Neoadjuvant Dupilumab and Cemiplimab in Patients With Early-stage Resectable NSCLC

Eligibility Criteria

• * Patients with history of autoimmune disorder or any patient who has used an immunomodulatory drug, such as dupilumab, within 8 weeks of starting treatment.
• * Patients without any smoking history, or any patient for whom we already have tissue or ctDNA evidence of an activating EGFR mutation or an ALK or ROS1 rearrangement.
• * Patients who have had chemotherapy or radiotherapy within 4 months prior to entering the study for a different primary tumor, nor can they have received locoregional therapy (e.g. radiation) for the target lesion that will be biopsied and subsequently resected. Previous therapy for a different cancer (a different primary) is acceptable.
• * Patients may not be receiving any other investigational agents.
• * Patients with metastatic disease, for whom the intent of surgery would not be curative.
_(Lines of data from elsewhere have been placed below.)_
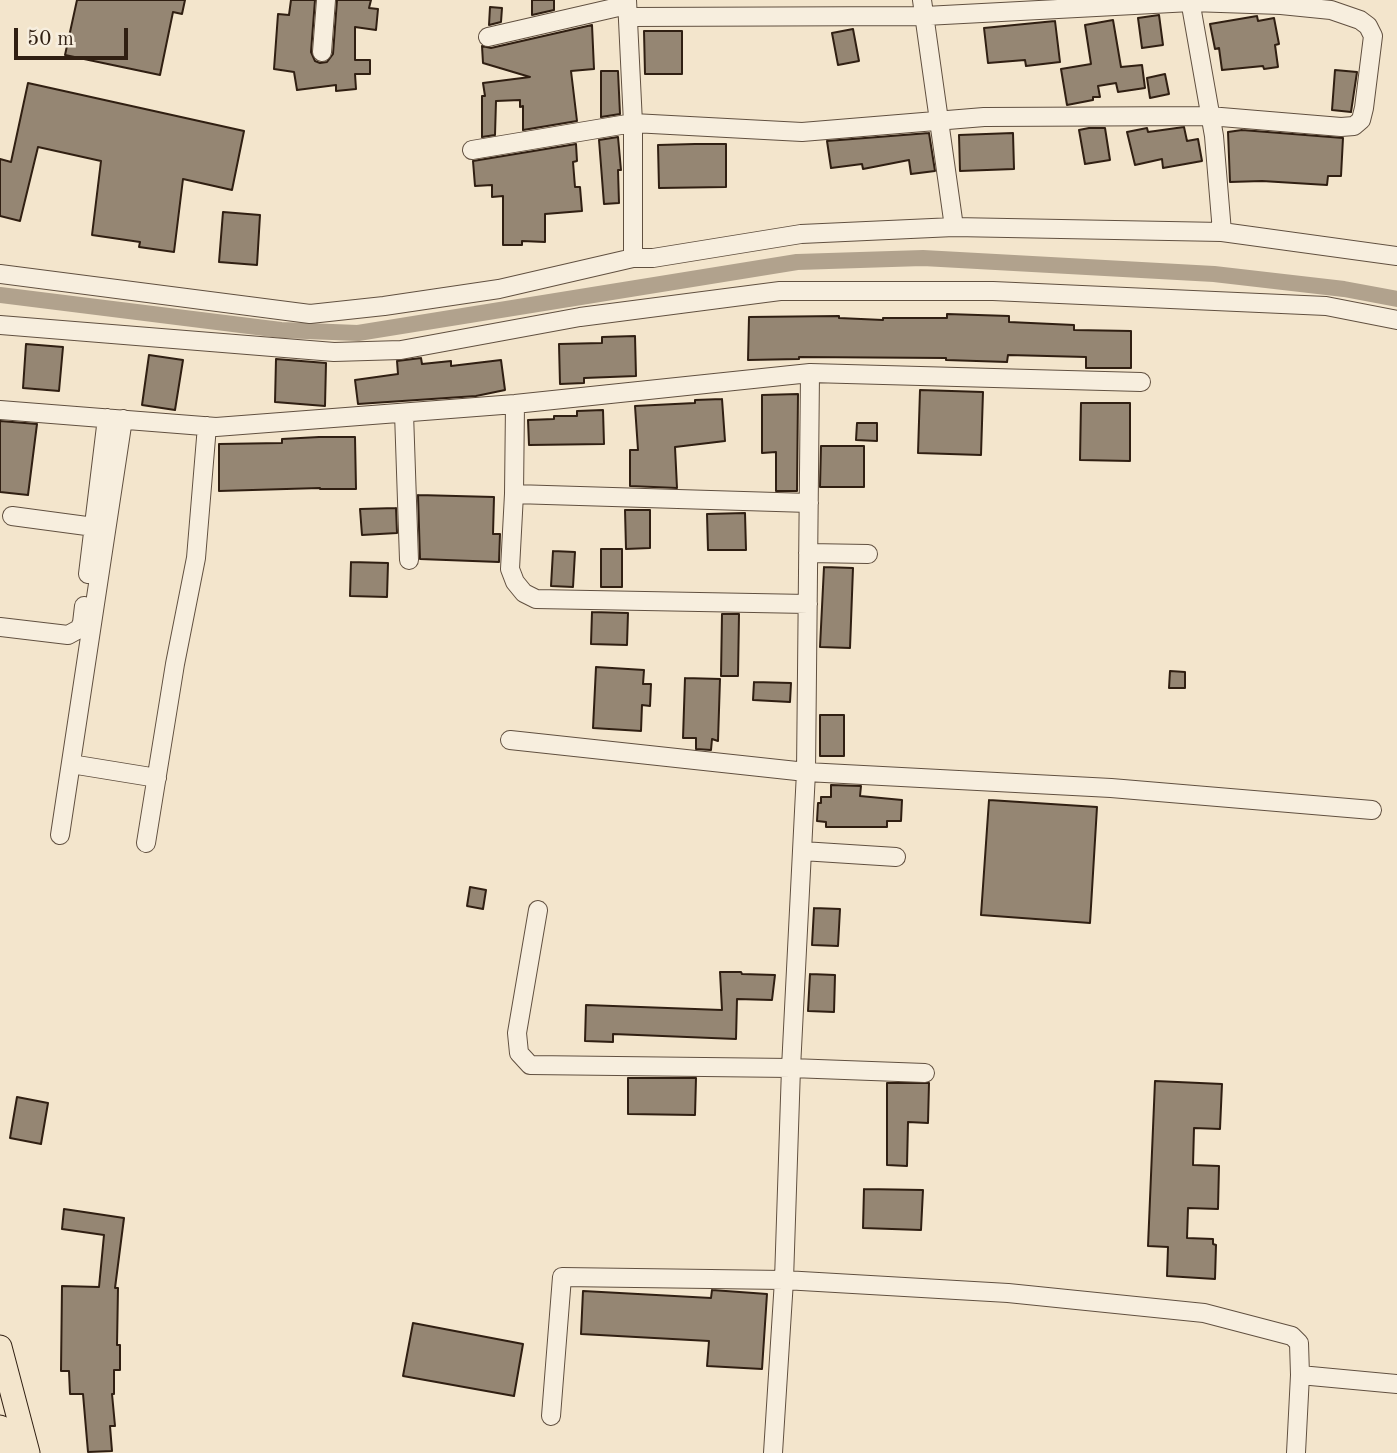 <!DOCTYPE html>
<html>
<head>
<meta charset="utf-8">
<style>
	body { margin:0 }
	#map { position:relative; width:1397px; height:1453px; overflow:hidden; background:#f3e5cc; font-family:"Old Standard TT",serif }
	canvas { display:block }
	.scale { position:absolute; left:14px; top:28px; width:114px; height:32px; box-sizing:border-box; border:4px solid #301f12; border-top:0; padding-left:9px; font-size:21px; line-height:24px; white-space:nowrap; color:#301f12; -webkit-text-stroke:5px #f7eede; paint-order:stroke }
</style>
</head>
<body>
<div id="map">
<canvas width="1397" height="1453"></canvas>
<div class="scale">50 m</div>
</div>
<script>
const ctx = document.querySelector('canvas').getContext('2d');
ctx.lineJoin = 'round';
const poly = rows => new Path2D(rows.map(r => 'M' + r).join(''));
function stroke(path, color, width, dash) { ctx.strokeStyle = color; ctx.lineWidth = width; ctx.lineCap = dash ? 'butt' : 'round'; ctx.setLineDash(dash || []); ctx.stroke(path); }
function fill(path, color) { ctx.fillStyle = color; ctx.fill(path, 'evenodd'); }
stroke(poly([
	[0,295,281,330,358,333,797,262,923,258,1214,274,1344,289,1397,299]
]), '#b1a28d', 16);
const building = poly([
	[77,0,185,0,182,14,173,12,160,75,65,55,77,0],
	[291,0,315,0,311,52,315,61,320,63,327,62,333,54,337,0,371,0,369,8,378,9,376,30,355,27,355,60,370,60,370,74,355,74,356,89,336,91,336,85,297,90,294,72,274,69,278,14,289,15,291,0],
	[532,0,554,0,554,10,532,15,532,0],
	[490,7,502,8,501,22,489,25,490,7],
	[1159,15,1163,45,1142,48,1138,18,1159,15],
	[1257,16,1258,21,1274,18,1279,44,1275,45,1278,67,1264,69,1263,66,1222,70,1219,48,1215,49,1210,24,1257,16],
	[1113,20,1121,67,1142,65,1145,88,1118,92,1116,83,1098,86,1100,97,1093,97,1093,100,1067,105,1061,69,1091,64,1085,25,1113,20],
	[1055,21,1060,62,1026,66,1025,60,988,63,984,28,1055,21],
	[592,25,594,69,571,71,577,121,523,130,523,106,520,107,520,100,496,101,495,135,482,137,482,96,485,96,483,83,530,77,483,63,482,46,491,48,592,25],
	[853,29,859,61,838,65,832,33,853,29],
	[644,31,682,31,682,74,645,74,644,31],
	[1335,70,1357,72,1351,112,1332,110,1335,70],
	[601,71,618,71,620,114,601,117,601,71],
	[1165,74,1169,94,1150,98,1147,78,1165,74],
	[28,83,244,131,232,190,183,179,174,252,139,247,140,242,92,235,101,161,38,147,20,221,0,216,0,159,11,162,28,83],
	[1184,127,1187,141,1198,139,1202,161,1163,168,1162,159,1135,165,1127,132,1147,128,1148,132,1184,127],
	[1089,128,1105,128,1110,160,1085,164,1079,130,1089,128],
	[1242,130,1343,138,1341,176,1328,176,1327,185,1262,181,1230,182,1228,132,1242,130],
	[929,133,935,171,911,174,909,160,863,169,862,164,831,168,827,141,929,133],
	[1013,133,1014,169,960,171,959,135,1013,133],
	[618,137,621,170,618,170,619,203,604,204,599,140,618,137],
	[576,144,577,161,573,162,575,187,580,187,582,211,545,214,545,242,522,241,522,245,503,245,503,196,492,197,492,185,475,186,473,161,576,144],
	[695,144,726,144,726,187,659,188,658,145,695,144],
	[223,212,260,215,257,265,219,262,223,212],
	[947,314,1009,316,1009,322,1074,325,1074,330,1131,331,1131,368,1086,368,1086,357,1008,355,1007,362,946,360,946,358,799,357,799,359,748,360,749,317,839,316,839,318,883,320,883,318,947,318,947,314],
	[635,336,636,376,584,378,584,383,560,384,559,344,602,343,602,337,635,336],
	[26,344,63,347,59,391,23,388,26,344],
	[149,355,183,360,175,410,142,405,149,355],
	[421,358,422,364,451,361,451,366,501,360,505,390,476,396,358,404,355,380,398,374,397,361,421,358],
	[276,359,326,363,325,406,275,402,276,359],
	[920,390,983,392,981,455,918,453,920,390],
	[798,394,797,491,776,491,776,452,762,453,762,395,798,394],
	[722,399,725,441,675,447,677,488,630,486,630,450,638,450,635,406,695,403,695,400,722,399],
	[1081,403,1130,403,1130,461,1080,460,1081,403],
	[603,410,604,444,529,445,528,420,554,419,554,416,577,416,577,411,603,410],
	[0,421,37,424,28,495,0,492,0,421],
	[857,423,877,423,877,441,856,440,857,423],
	[319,437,355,437,356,489,320,489,320,488,219,491,219,444,282,443,282,439,319,437],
	[821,446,864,446,864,487,820,487,821,446],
	[418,495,494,497,493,534,500,534,499,562,420,559,418,495],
	[396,508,397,533,362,535,360,509,396,508],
	[625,510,650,510,650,548,626,549,625,510],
	[745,513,746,550,708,550,707,514,745,513],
	[601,549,622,549,622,587,601,587,601,549],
	[553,551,575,552,573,587,551,586,553,551],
	[351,562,388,563,387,597,350,596,351,562],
	[824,567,853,568,850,648,820,647,824,567],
	[592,612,628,613,627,645,591,644,592,612],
	[722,614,739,614,738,676,721,676,722,614],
	[596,667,644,670,643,684,651,684,650,706,642,705,641,731,593,728,596,667],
	[1170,671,1185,672,1185,688,1169,688,1170,671],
	[685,678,720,679,718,741,712,739,711,750,696,749,696,738,683,738,685,678],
	[754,682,791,683,790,702,753,700,754,682],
	[820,715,844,715,844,756,820,756,820,715],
	[831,785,861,786,860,796,902,800,901,821,887,821,887,827,826,827,826,822,817,821,818,803,821,803,821,797,831,797,831,785],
	[989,800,1097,807,1090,923,981,915,989,800],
	[470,887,486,890,483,909,467,906,470,887],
	[814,908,840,909,838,946,812,945,814,908],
	[720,972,741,972,742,974,775,975,772,1000,737,999,736,1039,613,1034,613,1042,585,1041,586,1005,722,1010,720,972],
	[810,974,835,975,834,1012,808,1011,810,974],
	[628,1078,696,1078,695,1115,628,1114,628,1078],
	[1155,1081,1222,1084,1220,1129,1194,1128,1193,1165,1219,1166,1218,1209,1188,1208,1187,1238,1213,1239,1213,1244,1216,1245,1215,1279,1167,1276,1168,1247,1148,1246,1155,1081],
	[887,1083,929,1083,928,1123,908,1122,907,1166,887,1165,887,1083],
	[17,1097,48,1103,41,1144,10,1138,17,1097],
	[864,1189,923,1190,921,1230,863,1228,864,1189],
	[64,1209,124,1218,115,1288,118,1288,117,1345,120,1345,120,1370,114,1370,114,1394,112,1394,115,1426,110,1426,112,1451,88,1452,83,1394,70,1394,69,1371,61,1371,62,1286,99,1287,104,1235,62,1229,64,1209],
	[712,1290,767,1294,762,1369,707,1366,709,1341,581,1334,583,1291,711,1298,712,1290],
	[413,1323,523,1344,514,1396,403,1376,413,1323]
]);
fill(building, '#958673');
stroke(building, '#301f12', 2);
const minor = poly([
	[627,0,633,123,633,258],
	[922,0,954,227],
	[1190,0,1214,136,1222,232],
	[488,37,627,5],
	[322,52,326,0],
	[472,150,633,123,802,132,984,117,1209,116,1341,127,1354,126,1361,120,1364,108,1373,36,1368,26,1360,20,1331,10,1281,5,1191,2,925,16,629,17],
	[0,274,310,314,384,306,499,289,633,258,653,258,801,234,954,227,1222,232,1397,256],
	[0,325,334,352,401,350,580,317,780,291,993,291,1326,306,1397,320],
	[810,373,1141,382],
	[515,404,514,494,510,569,515,582,524,593,536,599,808,604],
	[0,410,216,427,515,404,810,373,806,772,1111,788,1372,810],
	[404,413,409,560],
	[514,494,809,503],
	[12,516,94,527],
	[808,553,868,554],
	[88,574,107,418],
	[0,627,68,635,79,629,82,623,84,606],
	[510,740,806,772,791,1068,784,1280,1008,1293,1204,1313,1292,1336,1299,1343,1300,1375],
	[71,764,157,778],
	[60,835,123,419],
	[146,843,175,664,196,558,207,426],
	[802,851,896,857],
	[538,910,517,1033,519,1053,530,1065,791,1068,925,1073],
	[551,1416,562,1277,784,1280,773,1453],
	[1296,1453,1300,1375,1397,1384]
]);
const major = poly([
	[0,1347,28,1453],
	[0,1427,7,1453]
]);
stroke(minor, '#615040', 20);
stroke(major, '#301f12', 25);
stroke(minor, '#f7eede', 18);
stroke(major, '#f3e5cc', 23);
</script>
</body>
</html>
• * Uncontrolled intercurrent illness including, but not limited to, ongoing or active infection requiring antibiotics (exception is a brief (≤10days) course of antibiotics to be completed before initiation of treatment), symptomatic congestive heart failure, unstable angina pectoris, or psychiatric illness/social situations that would limit compliance with study requirements, as determined the treating investigator.
• * Patients must not be pregnant or nursing due to the potential for congenital abnormalities and the potential of this regimen to harm nursing infants.
• * Use of another immunomodulatory drug, including dupilumab, that may confound interpretation of clinical and biospecimen analysis, within 8 weeks of enrollment.
• * Has a diagnosis of primary immunodeficiency or is receiving systemic steroid therapy or any other form of immunosuppressive therapy within 7 days prior to the administration of trial treatment. Patients on chronic steroids equivalent to ≤ 10mg prednisone will not be excluded.
• * Has active autoimmune disease that has required systemic treatment in the past 1 year (i.e. with use of disease modifying agents, corticosteroids or immunosuppressive drugs). Replacement therapy (e.g. thyroxine, insulin, or physiologic corticosteroid replacement therapy for adrenal or pituitary insufficiency, etc.) is acceptable.
• * Has a known additional malignancy that is progressing and requires active treatment. Exceptions include basal cell carcinoma of the skin or squamous cell carcinoma of the skin that has undergone potentially curative therapy or in situ cervical or anal cancer, prostate cancer on stable dose of hormonal therapy without rising PSA, and breast cancer whom have been treated with curative intent, who may be on hormonal therapy.
• * Has a history or current evidence of any condition, therapy, or laboratory abnormality that might confound the results of the trial, interfere with the patient's participation for the full duration of the trial, or is not in the best interest of the patient to participate, in the opinion of the treating Investigator.
• * HIV positive with detectable viral load, or anyone not on stable anti-viral (HAART) regimen.
• * Has known active Hepatitis B (e.g., HBV detected by PCR (\>200 IU/ml) or active Hepatitis C (e.g., HCV RNA \[qualitative\] is detected).
• * Patients whom have recently started (\>14d from C1D1) antiviral therapy may go on to the trial.
• * History of allogeneic hematopoietic cell transplantation or solid organ transplantation.
• * Documented allergic or hypersensitivity response to any protein therapeutics (e.g., recombinant proteins, vaccines, intravenous immune globulins, monoclonal antibodies, receptor traps)
• * Principle investigator believes that for one or multiple reasons the patient will be unable to comply with all study visits, or if they believe the trial is not clinically in the best interest of the patient.
• * Any evidence of current ILD or pneumonitis or a prior history of ILD or pneumonitis requiring oral or IV glucocorticoids.